The numerical digits on your Leica can establish your camera’s provenance, and a lot more…
Keeping meticulous production records has been an integral part of the corporate culture of E. Leitz, Wetzlar and Leica Camera from the very beginning. Indeed, one of its greatest accomplishments is the comprehensive sequential list of serial numbers, models, and dates that allows Leica fans, collectors, and historians to identify virtually any genuine Leica with a high degree of certainty. If you’re not impressed with Leica’s almost compulsive (Germanic?) dedication to order in creating its widely published serial number list, consider for example, Canon. Compared to Leica’s the serial number list of that great Japanese camera company can charitably be described as chaotic and discontinuous, so it’s often difficult to identify, say, a Canon rangefinder 35 of the ‘50s or ‘60s conclusively without assessing its features. However as with most great things, the Leica serial number list is not perfect, especially if you check it against the actual handwritten delivery records as Leica historians are wont to do.

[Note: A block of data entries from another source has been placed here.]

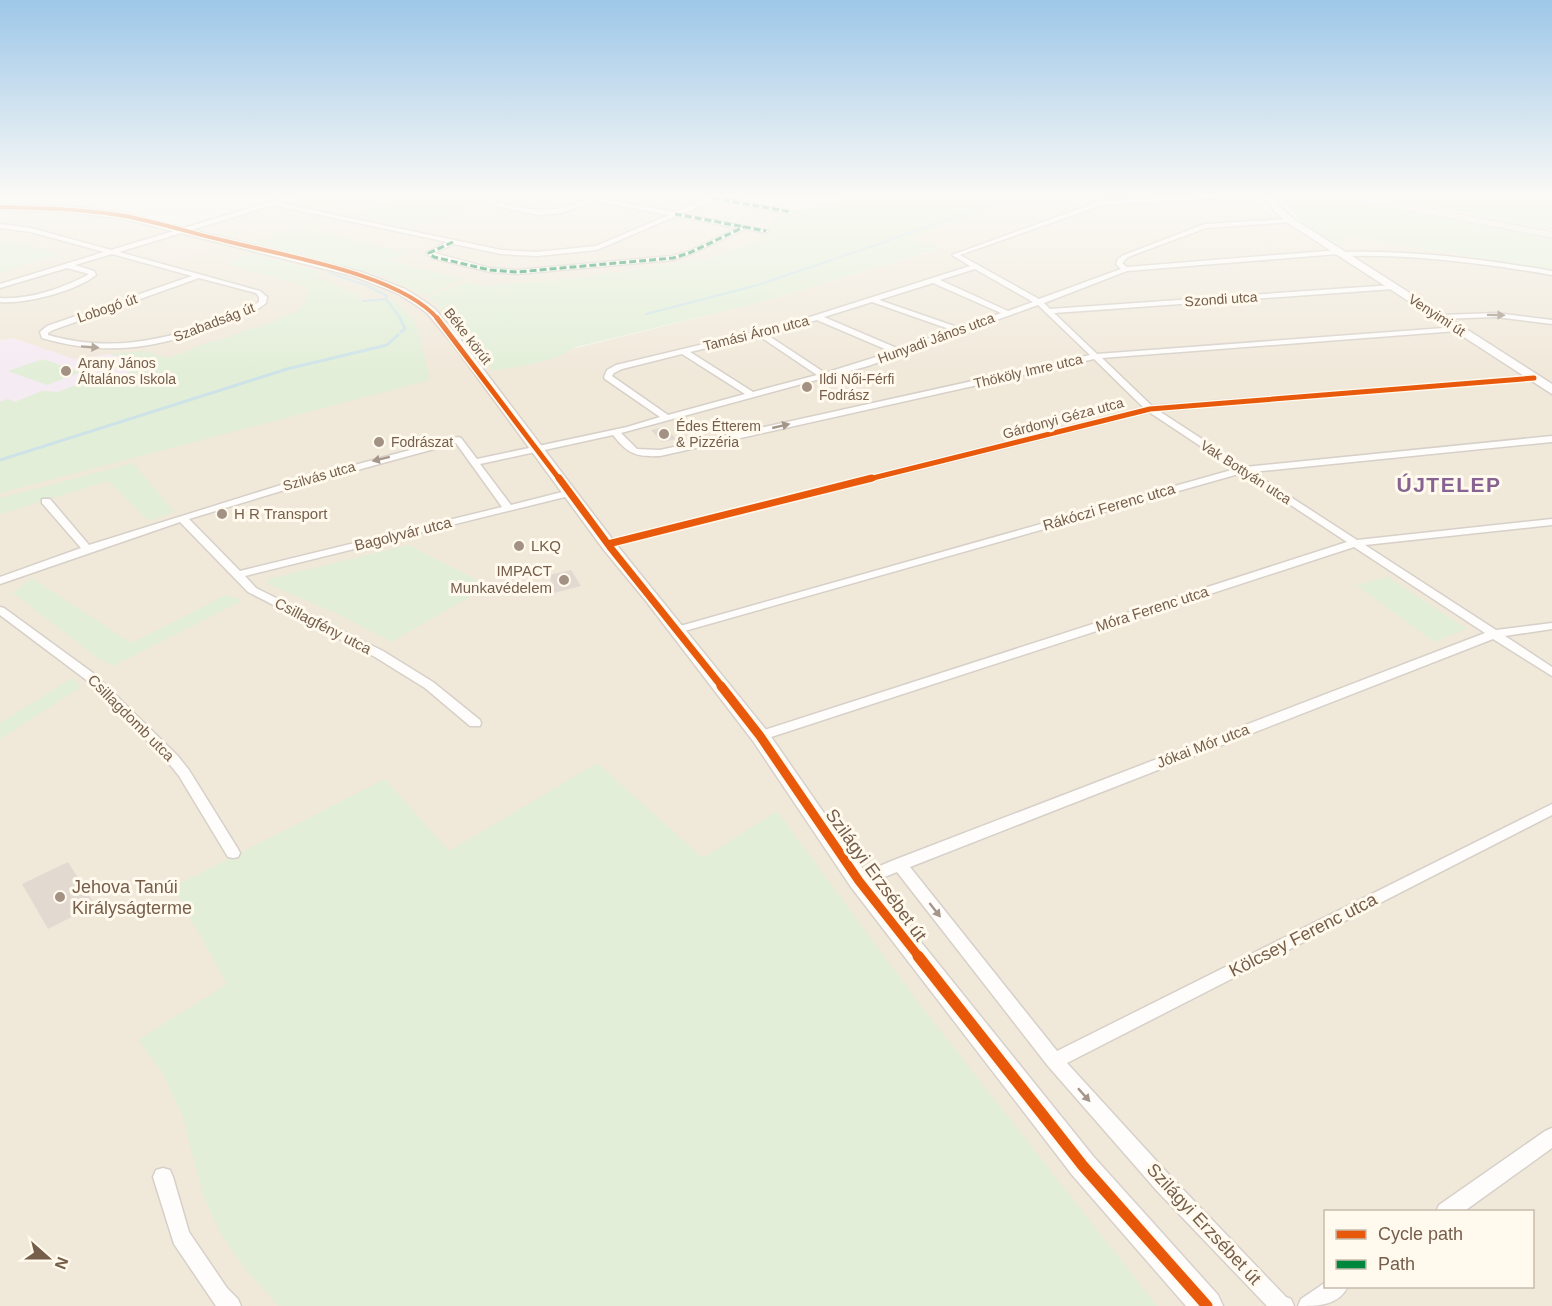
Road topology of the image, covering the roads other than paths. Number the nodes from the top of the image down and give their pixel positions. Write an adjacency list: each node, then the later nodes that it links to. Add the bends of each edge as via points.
1 (99, 256): 11 (street)
2 (125, 256): 15 (street, Szabadság út)
3 (286, 256): 42 (street, Béke körút, via 383,283 431,311)
4 (433, 256): 5 (street, via 490,270 528,272)
5 (680, 256)
6 (957, 256): 12 (street, Vak Bottyán utca)
7 (1126, 256): 13 (street, via 1119,264)
8 (1301, 256): 13 (street, Hunyadi János utca)
9 (1346, 256): 18 (street, Venyimi út)
10 (1444, 256): 14 (street, Hunyadi János utca)
11 (68, 266): 17 (street); 19 (street, via 93,275 26,299)
12 (975, 267): 16 (street, Tamási Áron utca); 21 (street, Vak Bottyán utca)
13 (1126, 269): 21 (street, Hunyadi János utca)
14 (1552, 273)
15 (198, 276): 27 (street, Lobogó út); 27 (street, Szabadság út, one-way to 15, via 45,336 78,346 130,346 192,333 251,311 262,303 258,292)
16 (933, 280): 20 (street, Tamási Áron utca); 23 (street)
17 (0, 286)
18 (1393, 287): 22 (street, Szondi utca); 25 (street, Venyimi út)
19 (0, 300)
20 (872, 300): 24 (street, Tamási Áron utca); 29 (street)
21 (1039, 302): 22 (street, Vak Bottyán utca); 23 (street, Hunyadi János utca)
22 (1049, 311): 33 (street, Vak Bottyán utca)
23 (1007, 313): 29 (street, Hunyadi János utca)
24 (817, 317): 30 (street, Tamási Áron utca); 32 (street)
25 (1440, 317): 26 (street, one-way to 26, via 1496,315); 28 (street, Venyimi út)
26 (1552, 322)
27 (50, 327)
28 (1457, 328): 33 (street, Thököly Imre utca); 35 (street, Venyimi út)
29 (958, 330): 32 (street, Hunyadi János utca)
30 (760, 333): 31 (street, Tamási Áron utca); 34 (street)
31 (682, 351): 37 (street); 39 (street, Tamási Áron utca, via 619,367 608,377)
32 (899, 352): 34 (street, Hunyadi János utca)
33 (1096, 356): 38 (street, Vak Bottyán utca); 40 (street, Thököly Imre utca, one-way to 33, via 630,451 660,453)
34 (823, 375): 37 (street, Hunyadi János utca)
35 (1534, 378): 36 (street, Venyimi út); 38 (street, Gárdonyi Géza utca)
36 (1552, 390)
37 (752, 395): 39 (street, Hunyadi János utca)
38 (1150, 409): 44 (street, Vak Bottyán utca); 51 (street, Gárdonyi Géza utca)
39 (668, 419): 40 (street, Hunyadi János utca)
40 (615, 432): 42 (street, Hunyadi János utca)
41 (1552, 439): 44 (street, Rákóczi Ferenc utca)
42 (536, 450): 43 (street, Hunyadi János utca); 45 (street, Szilágyi Erzsébet út)
43 (475, 462): 47 (street); 48 (street, Szilvás utca, one-way to 48, via 458,440 330,472)
44 (1242, 470): 50 (street, Vak Bottyán utca); 57 (street, Rákóczi Ferenc utca)
45 (570, 493): 47 (street, Bagolyvár utca); 51 (street, Szilágyi Erzsébet út)
46 (46, 501): 52 (street)
47 (508, 508): 53 (street, Bagolyvár utca)
48 (182, 518): 52 (street, Szilvás utca); 53 (street, Csillagfény utca)
49 (1552, 522): 50 (street, Móra Ferenc utca)
50 (1355, 543): 58 (street, Vak Bottyán utca); 61 (street, Móra Ferenc utca)
51 (608, 544): 57 (street, Szilágyi Erzsébet út)
52 (88, 550): 54 (street, Szilvás utca)
53 (236, 575): 60 (street, Csillagfény utca, via 252,590 406,670)
54 (0, 580)
55 (0, 610): 63 (street, Csillagdomb utca, via 89,676 172,758)
56 (1552, 626): 58 (street, Jókai Mór utca)
57 (677, 630): 61 (street, Szilágyi Erzsébet út)
58 (1494, 634): 59 (street, Vak Bottyán utca); 64 (street, Jókai Mór utca)
59 (1552, 672)
60 (475, 723)
61 (760, 736): 65 (street, Szilágyi Erzsébet út)
62 (1552, 809): 66 (street, Kölcsey Ferenc utca)
63 (232, 854)
64 (899, 864): 65 (street, Jókai Mór utca); 66 (street, Szilágyi Erzsébet út, one-way to 66)
65 (859, 881): 72 (street, Szilágyi Erzsébet út, via 1083,1166)
66 (1054, 1061): 73 (street, Szilágyi Erzsébet út, one-way to 73, via 1165,1185)
67 (1552, 1137): 69 (street)
68 (163, 1178): 71 (street, via 181,1238)
69 (1449, 1210)
70 (1336, 1288): 74 (street)
71 (231, 1306)
72 (1207, 1306)
73 (1283, 1306)
74 (1308, 1306)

According to acclaimed Leica historian James Lager, “Regarding the serial numbers entered into the delivery records, the work is very carefully done and precise. However, there are entries where the penmanship varies from unreadable to perfect, usually done by hand in ink by different writers. Many 1944 entries are unreadable, chaotic, and perhaps, given the dire circumstances in Germany at the time, were entered under duress. The persons writing them may not have been fully trained or familiar with process. If one identifies a Leica by serial number in the deliver records only, the entered number may not match the camera in hand.”

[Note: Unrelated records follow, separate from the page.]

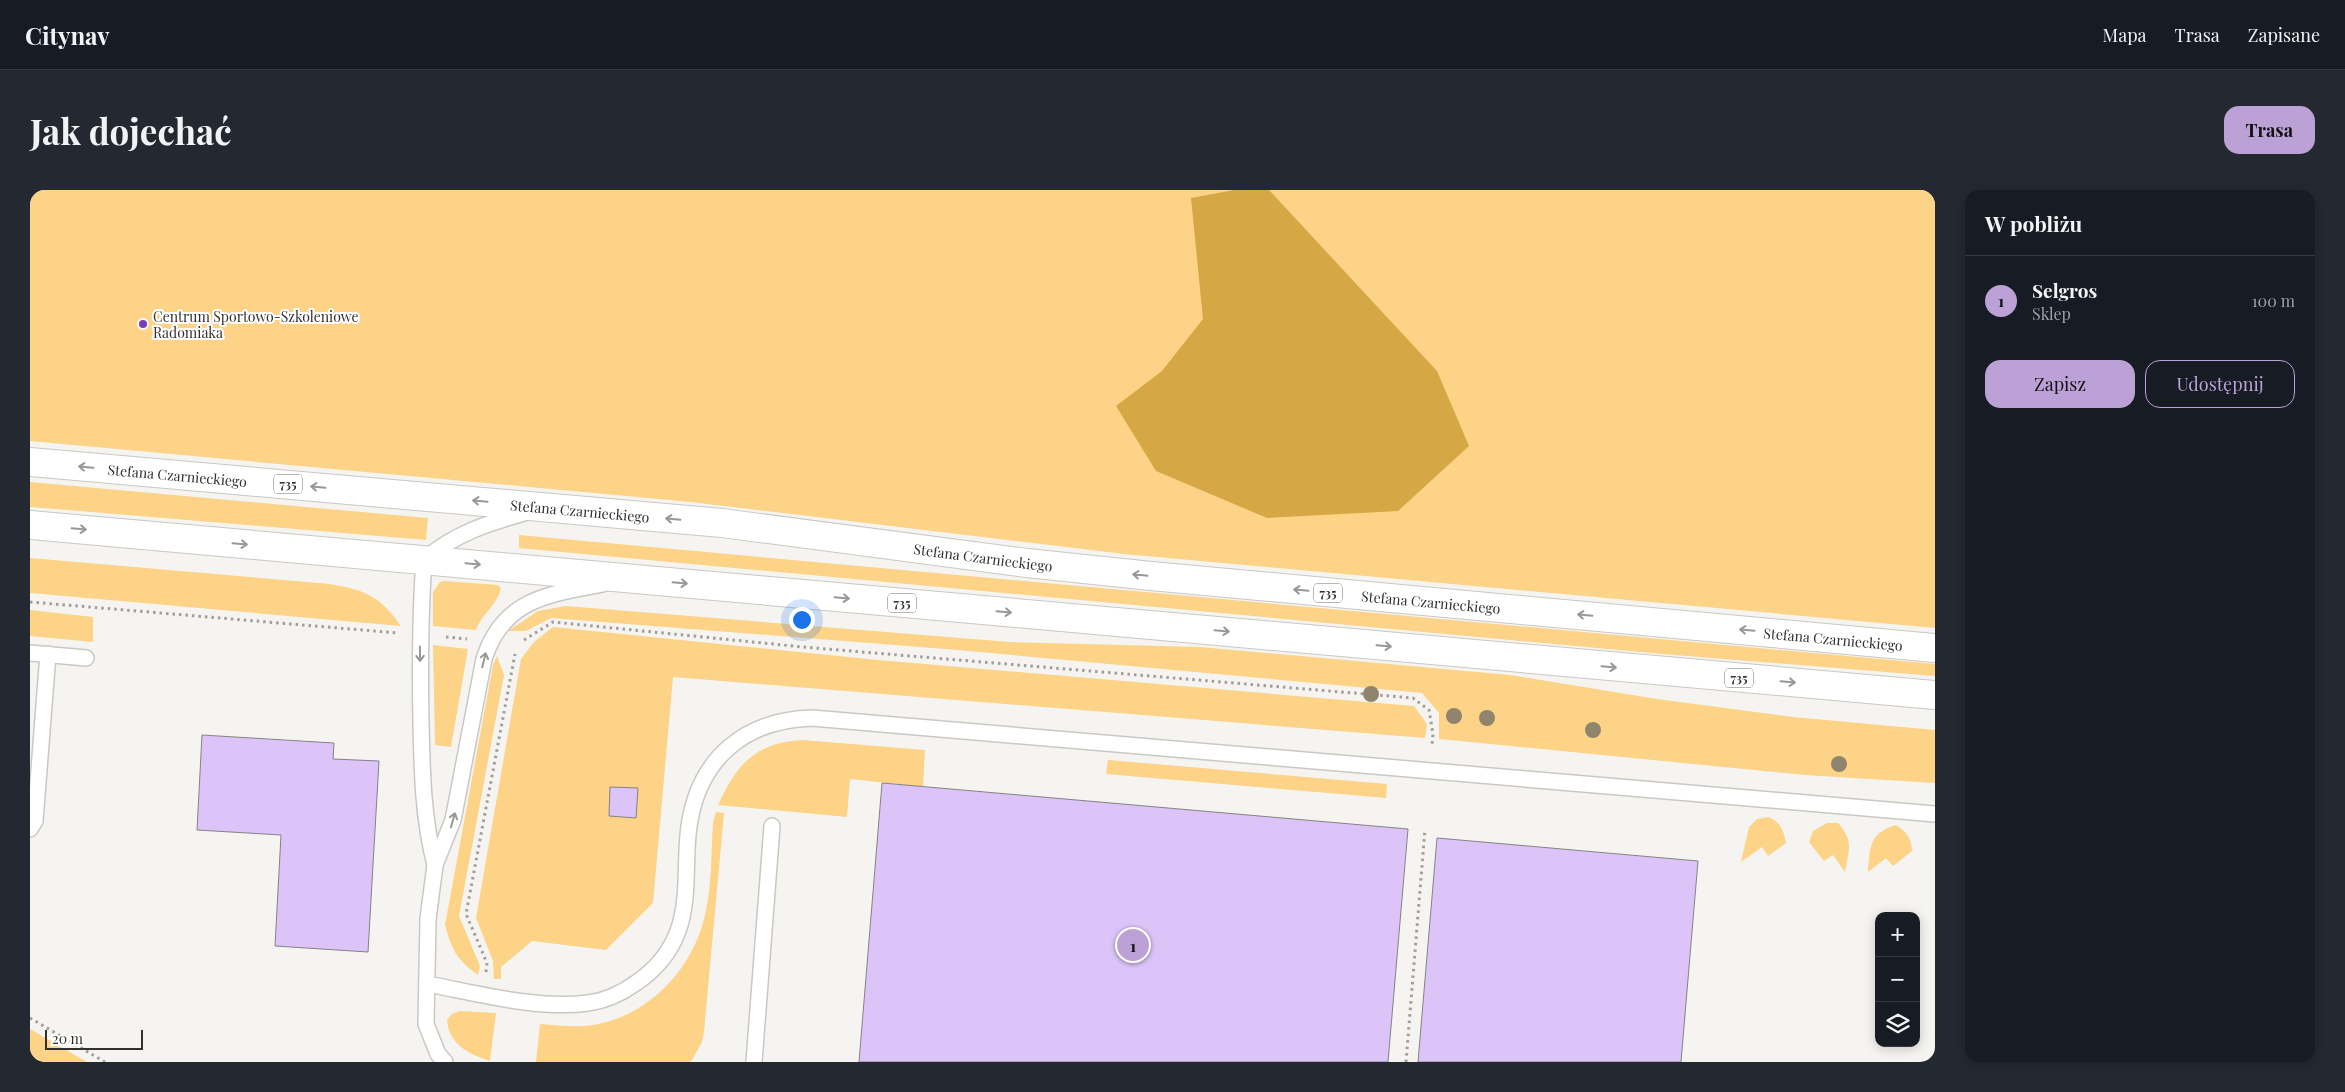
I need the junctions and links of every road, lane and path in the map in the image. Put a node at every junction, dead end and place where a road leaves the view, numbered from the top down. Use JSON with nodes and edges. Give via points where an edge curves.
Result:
{"nodes":[{"id":1,"x":30,"y":462,"type":"edge"},
{"id":2,"x":546,"y":507,"type":"junction"},
{"id":3,"x":30,"y":525,"type":"edge"},
{"id":4,"x":424,"y":560,"type":"junction"},
{"id":5,"x":632,"y":579,"type":"junction"},
{"id":6,"x":30,"y":602,"type":"edge"},
{"id":7,"x":404,"y":633,"type":"dead end"},
{"id":8,"x":442,"y":637,"type":"dead end"},
{"id":9,"x":472,"y":640,"type":"dead end"},
{"id":10,"x":1935,"y":648,"type":"edge"},
{"id":11,"x":30,"y":653,"type":"edge"},
{"id":12,"x":48,"y":654,"type":"junction"},
{"id":13,"x":86,"y":658,"type":"dead end"},
{"id":14,"x":1935,"y":696,"type":"edge"},
{"id":15,"x":1432,"y":752,"type":"dead end"},
{"id":16,"x":1935,"y":814,"type":"edge"},
{"id":17,"x":772,"y":826,"type":"dead end"},
{"id":18,"x":30,"y":829,"type":"edge"},
{"id":19,"x":1425,"y":829,"type":"dead end"},
{"id":20,"x":435,"y":865,"type":"junction"},
{"id":21,"x":427,"y":984,"type":"junction"},
{"id":22,"x":485,"y":995,"type":"junction"},
{"id":23,"x":30,"y":1018,"type":"edge"},
{"id":24,"x":105,"y":1062,"type":"edge"},
{"id":25,"x":445,"y":1062,"type":"edge"},
{"id":26,"x":754,"y":1062,"type":"edge"},
{"id":27,"x":1406,"y":1062,"type":"edge"}],
"edges":[{"from":2,"to":1,"type":"main road","name":"Stefana Czarnieckiego","number":"735","one_way":true},
{"from":2,"to":4,"type":"lane","via":[[472,529]]},
{"from":10,"to":2,"type":"main road","name":"Stefana Czarnieckiego","number":"735","one_way":true,"via":[[1151,576],[722,524]]},
{"from":3,"to":4,"type":"main road","number":"735","one_way":true},
{"from":4,"to":5,"type":"main road","number":"735","one_way":true},
{"from":4,"to":20,"type":"lane","one_way":true,"via":[[419,635],[422,750],[425,820]]},
{"from":5,"to":14,"type":"main road","number":"735","one_way":true},
{"from":20,"to":5,"type":"lane","one_way":true,"via":[[453,820],[489,641],[511,614],[542,597]]},
{"from":6,"to":7,"type":"path"},
{"from":8,"to":9,"type":"path"},
{"from":11,"to":12,"type":"lane"},
{"from":12,"to":13,"type":"lane"},
{"from":12,"to":18,"type":"lane","via":[[35,821]]},
{"from":15,"to":22,"type":"path","via":[[1429,710],[1413,698],[812,648],[553,622],[516,645],[466,914],[487,963]]},
{"from":16,"to":22,"type":"lane","via":[[812,718],[782,720],[765,725],[728,747],[699,787],[688,827],[685,886],[678,930],[653,970],[625,991],[589,1003],[538,1003]]},
{"from":17,"to":26,"type":"lane"},
{"from":19,"to":27,"type":"path"},
{"from":20,"to":21,"type":"lane","via":[[428,919]]},
{"from":21,"to":22,"type":"lane"},
{"from":21,"to":25,"type":"lane","via":[[426,1024],[438,1054]]},
{"from":23,"to":24,"type":"path"}]}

Another possible sources of serial number discrepancies were the so-called “UMBAU,” or factory upgraded, Leicas. This amazing service (see price schedules attached) was emblematic of Leica’s dedication to its customers and probably generated little, if any, extra revenue.
During the 1930s especially, but also right after the War, many Leica cameras were upgraded to later models. In other words, the serial number indicates it’s a Leica I (model A) but the camera has a built-in rangefinder, a slow shutter speed dial on the front, and neck strap lugs. Ergo, it’s now a model III, thus the confusion. However, when E. Leitz Wetzlar added a newly engraved top to a post-War “UMBAU” Leica they retained the original serial number, but also added the letters DBP, which stands for ‘Deusches Bundes-Patent’, German Federal Patent. This acronym replaced the older DRP, ‘Deutsches Reichs-Patent’, after the German Federal Republic was established in 1949. One of the cameras included here, Leica serial number 150, began life as an ultra-rare Leica I (Model A) with 50mm f/3.5 Leitz Anastigmat lens and us now a gorgeous black finished Leica IIIa UMBAU—still a rare and valuable collector’s item but probably worth a lot less after the conversion.
Another wonderful thing about the great Leica serial number list is that it lets you spot fakes pretty easily. For example, if some nefarious fraudster has engraved an Fl. (Flieger) number on the top and added the words Luftwaffen Eigentum (property of the Air Force) to the back covering of a genuine but ordinary Leica IIIc to try to fob it off at an inflated price as a Luftwaffe Leica (this has actually happened!) a quick check of the serial number and the shipping records will reveal the deception.
What about all those zillions of USSR-made Feds and Zorkis bearing nicely engraved Leica logos, and fitted with collapsible 50mm f/3.5 Industar lenses masquerading as E. Leitz Wetzlar 50mm f/3.5 Elmars? Well, you can easily tell that they’re not genuine Leica II’s by carefully examining little details like their top shutter speed dial engravings, lack of a real leather covering, etc., but the clincher is the serial numbers, which are fanciful to say the least. The example shown here in nicely distressed gold, bears the serial number 0547, which would theoretically make it a Leica I (model A) of 1925—except that Leitz never added a zero preceding the actual serial number; it would have been engraved “No. 547!” As James Lager quipped, “I think the Russians must have engraved the serial numbers on all those fake Leicas after a week-long vodka party.” There may well be more truth than sarcasm in that statement, but we’ll never know.
The bottom line: Always ask for the serial number when purchasing or evaluating any Leica and always get clear photos so you can see what you really have. And even after passing over those hurdles, do as the Romans wisely advised: caveat emptor.